- [TRY IT]: Leaving the pictures aside, repeat the entries exactly.

- [Items from a data source]:

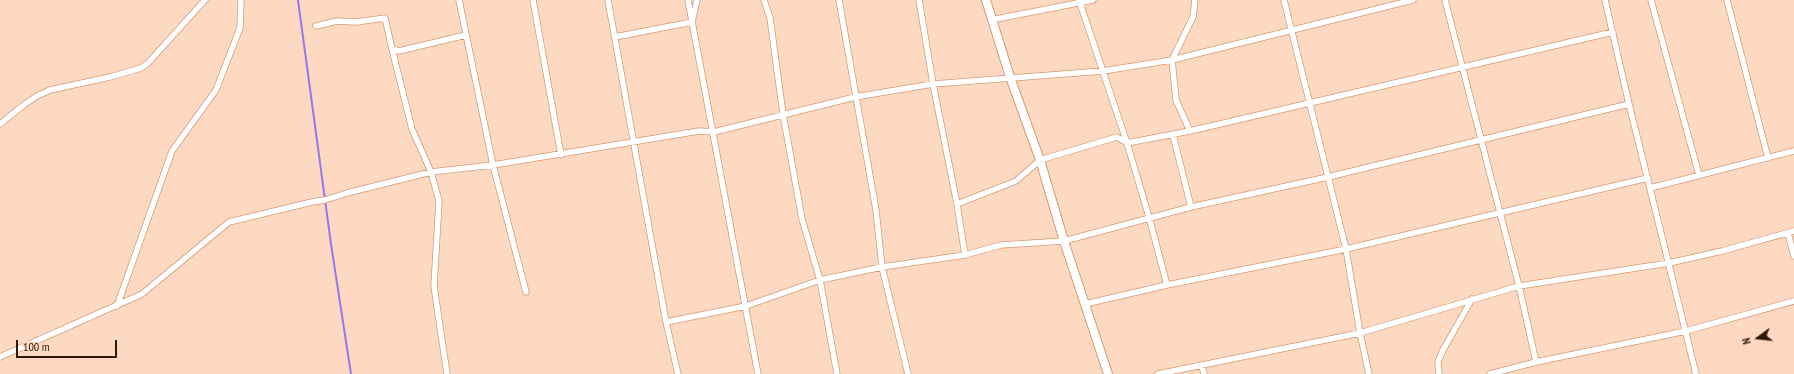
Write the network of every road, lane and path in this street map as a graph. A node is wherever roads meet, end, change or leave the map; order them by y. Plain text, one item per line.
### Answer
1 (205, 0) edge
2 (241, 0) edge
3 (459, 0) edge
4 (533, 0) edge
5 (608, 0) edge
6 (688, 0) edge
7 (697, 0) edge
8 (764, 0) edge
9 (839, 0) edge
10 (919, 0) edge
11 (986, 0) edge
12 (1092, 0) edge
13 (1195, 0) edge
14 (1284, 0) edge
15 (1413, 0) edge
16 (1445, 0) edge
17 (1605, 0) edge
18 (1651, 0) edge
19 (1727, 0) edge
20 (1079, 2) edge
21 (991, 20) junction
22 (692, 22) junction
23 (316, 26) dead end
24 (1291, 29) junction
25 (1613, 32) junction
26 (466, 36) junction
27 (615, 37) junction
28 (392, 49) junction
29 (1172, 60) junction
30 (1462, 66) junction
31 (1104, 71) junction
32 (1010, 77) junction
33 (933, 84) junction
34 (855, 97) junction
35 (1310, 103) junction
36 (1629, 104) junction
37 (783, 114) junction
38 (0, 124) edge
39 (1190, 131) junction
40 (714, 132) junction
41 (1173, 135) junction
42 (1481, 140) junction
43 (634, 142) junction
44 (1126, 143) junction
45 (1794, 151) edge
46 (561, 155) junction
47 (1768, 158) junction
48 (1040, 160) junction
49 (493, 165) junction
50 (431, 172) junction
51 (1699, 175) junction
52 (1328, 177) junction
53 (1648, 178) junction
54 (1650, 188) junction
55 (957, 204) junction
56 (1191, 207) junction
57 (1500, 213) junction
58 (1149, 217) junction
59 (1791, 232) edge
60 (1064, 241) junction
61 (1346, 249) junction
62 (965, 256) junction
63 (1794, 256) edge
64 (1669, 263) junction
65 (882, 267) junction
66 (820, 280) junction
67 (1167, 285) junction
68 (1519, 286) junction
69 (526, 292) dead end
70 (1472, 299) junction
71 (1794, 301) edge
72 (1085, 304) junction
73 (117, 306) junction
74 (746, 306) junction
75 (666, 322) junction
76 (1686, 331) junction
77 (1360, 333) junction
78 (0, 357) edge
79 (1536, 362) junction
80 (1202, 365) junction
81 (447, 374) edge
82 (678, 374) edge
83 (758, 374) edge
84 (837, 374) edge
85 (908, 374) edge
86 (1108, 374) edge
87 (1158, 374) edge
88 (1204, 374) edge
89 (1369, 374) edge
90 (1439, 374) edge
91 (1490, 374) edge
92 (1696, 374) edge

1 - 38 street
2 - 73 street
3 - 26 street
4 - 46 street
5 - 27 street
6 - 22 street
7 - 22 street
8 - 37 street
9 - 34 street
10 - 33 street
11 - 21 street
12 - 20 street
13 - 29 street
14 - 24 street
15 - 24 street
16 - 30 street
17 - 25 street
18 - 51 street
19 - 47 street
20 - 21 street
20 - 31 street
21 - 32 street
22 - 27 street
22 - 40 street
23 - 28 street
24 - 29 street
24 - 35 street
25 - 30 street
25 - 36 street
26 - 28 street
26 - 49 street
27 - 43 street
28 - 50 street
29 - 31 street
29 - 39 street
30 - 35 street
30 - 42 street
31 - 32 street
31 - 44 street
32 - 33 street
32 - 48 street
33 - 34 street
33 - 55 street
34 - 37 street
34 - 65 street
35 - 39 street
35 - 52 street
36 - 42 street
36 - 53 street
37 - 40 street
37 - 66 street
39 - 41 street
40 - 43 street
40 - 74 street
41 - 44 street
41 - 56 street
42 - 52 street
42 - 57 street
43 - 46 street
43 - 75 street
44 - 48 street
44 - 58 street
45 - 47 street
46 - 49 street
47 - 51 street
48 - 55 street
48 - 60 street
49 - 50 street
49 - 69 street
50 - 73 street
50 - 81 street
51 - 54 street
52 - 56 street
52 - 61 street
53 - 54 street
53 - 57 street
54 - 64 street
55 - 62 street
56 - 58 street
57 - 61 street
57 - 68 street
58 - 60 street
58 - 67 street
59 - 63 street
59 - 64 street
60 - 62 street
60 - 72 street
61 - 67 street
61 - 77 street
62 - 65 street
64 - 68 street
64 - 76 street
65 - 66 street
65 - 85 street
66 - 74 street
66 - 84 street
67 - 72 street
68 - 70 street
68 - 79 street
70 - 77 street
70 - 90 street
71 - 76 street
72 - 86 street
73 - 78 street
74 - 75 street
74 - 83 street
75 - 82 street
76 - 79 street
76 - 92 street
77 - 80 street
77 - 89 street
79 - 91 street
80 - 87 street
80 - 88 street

- [WRITTEN RESPONSE]:
Write the network of every road, lane and path in this street map as a graph. A node is wherever roads meet, end, change or leave the map; order them by y. Plain text, one item per line.
### Answer
1 (205, 0) edge
2 (241, 0) edge
3 (459, 0) edge
4 (533, 0) edge
5 (608, 0) edge
6 (688, 0) edge
7 (697, 0) edge
8 (764, 0) edge
9 (839, 0) edge
10 (919, 0) edge
11 (986, 0) edge
12 (1092, 0) edge
13 (1195, 0) edge
14 (1284, 0) edge
15 (1413, 0) edge
16 (1445, 0) edge
17 (1605, 0) edge
18 (1651, 0) edge
19 (1727, 0) edge
20 (1079, 2) edge
21 (991, 20) junction
22 (692, 22) junction
23 (316, 26) dead end
24 (1291, 29) junction
25 (1613, 32) junction
26 (466, 36) junction
27 (615, 37) junction
28 (392, 49) junction
29 (1172, 60) junction
30 (1462, 66) junction
31 (1104, 71) junction
32 (1010, 77) junction
33 (933, 84) junction
34 (855, 97) junction
35 (1310, 103) junction
36 (1629, 104) junction
37 (783, 114) junction
38 (0, 124) edge
39 (1190, 131) junction
40 (714, 132) junction
41 (1173, 135) junction
42 (1481, 140) junction
43 (634, 142) junction
44 (1126, 143) junction
45 (1794, 151) edge
46 (561, 155) junction
47 (1768, 158) junction
48 (1040, 160) junction
49 (493, 165) junction
50 (431, 172) junction
51 (1699, 175) junction
52 (1328, 177) junction
53 (1648, 178) junction
54 (1650, 188) junction
55 (957, 204) junction
56 (1191, 207) junction
57 (1500, 213) junction
58 (1149, 217) junction
59 (1791, 232) edge
60 (1064, 241) junction
61 (1346, 249) junction
62 (965, 256) junction
63 (1794, 256) edge
64 (1669, 263) junction
65 (882, 267) junction
66 (820, 280) junction
67 (1167, 285) junction
68 (1519, 286) junction
69 (526, 292) dead end
70 (1472, 299) junction
71 (1794, 301) edge
72 (1085, 304) junction
73 (117, 306) junction
74 (746, 306) junction
75 (666, 322) junction
76 (1686, 331) junction
77 (1360, 333) junction
78 (0, 357) edge
79 (1536, 362) junction
80 (1202, 365) junction
81 (447, 374) edge
82 (678, 374) edge
83 (758, 374) edge
84 (837, 374) edge
85 (908, 374) edge
86 (1108, 374) edge
87 (1158, 374) edge
88 (1204, 374) edge
89 (1369, 374) edge
90 (1439, 374) edge
91 (1490, 374) edge
92 (1696, 374) edge

1 - 38 street
2 - 73 street
3 - 26 street
4 - 46 street
5 - 27 street
6 - 22 street
7 - 22 street
8 - 37 street
9 - 34 street
10 - 33 street
11 - 21 street
12 - 20 street
13 - 29 street
14 - 24 street
15 - 24 street
16 - 30 street
17 - 25 street
18 - 51 street
19 - 47 street
20 - 21 street
20 - 31 street
21 - 32 street
22 - 27 street
22 - 40 street
23 - 28 street
24 - 29 street
24 - 35 street
25 - 30 street
25 - 36 street
26 - 28 street
26 - 49 street
27 - 43 street
28 - 50 street
29 - 31 street
29 - 39 street
30 - 35 street
30 - 42 street
31 - 32 street
31 - 44 street
32 - 33 street
32 - 48 street
33 - 34 street
33 - 55 street
34 - 37 street
34 - 65 street
35 - 39 street
35 - 52 street
36 - 42 street
36 - 53 street
37 - 40 street
37 - 66 street
39 - 41 street
40 - 43 street
40 - 74 street
41 - 44 street
41 - 56 street
42 - 52 street
42 - 57 street
43 - 46 street
43 - 75 street
44 - 48 street
44 - 58 street
45 - 47 street
46 - 49 street
47 - 51 street
48 - 55 street
48 - 60 street
49 - 50 street
49 - 69 street
50 - 73 street
50 - 81 street
51 - 54 street
52 - 56 street
52 - 61 street
53 - 54 street
53 - 57 street
54 - 64 street
55 - 62 street
56 - 58 street
57 - 61 street
57 - 68 street
58 - 60 street
58 - 67 street
59 - 63 street
59 - 64 street
60 - 62 street
60 - 72 street
61 - 67 street
61 - 77 street
62 - 65 street
64 - 68 street
64 - 76 street
65 - 66 street
65 - 85 street
66 - 74 street
66 - 84 street
67 - 72 street
68 - 70 street
68 - 79 street
70 - 77 street
70 - 90 street
71 - 76 street
72 - 86 street
73 - 78 street
74 - 75 street
74 - 83 street
75 - 82 street
76 - 79 street
76 - 92 street
77 - 80 street
77 - 89 street
79 - 91 street
80 - 87 street
80 - 88 street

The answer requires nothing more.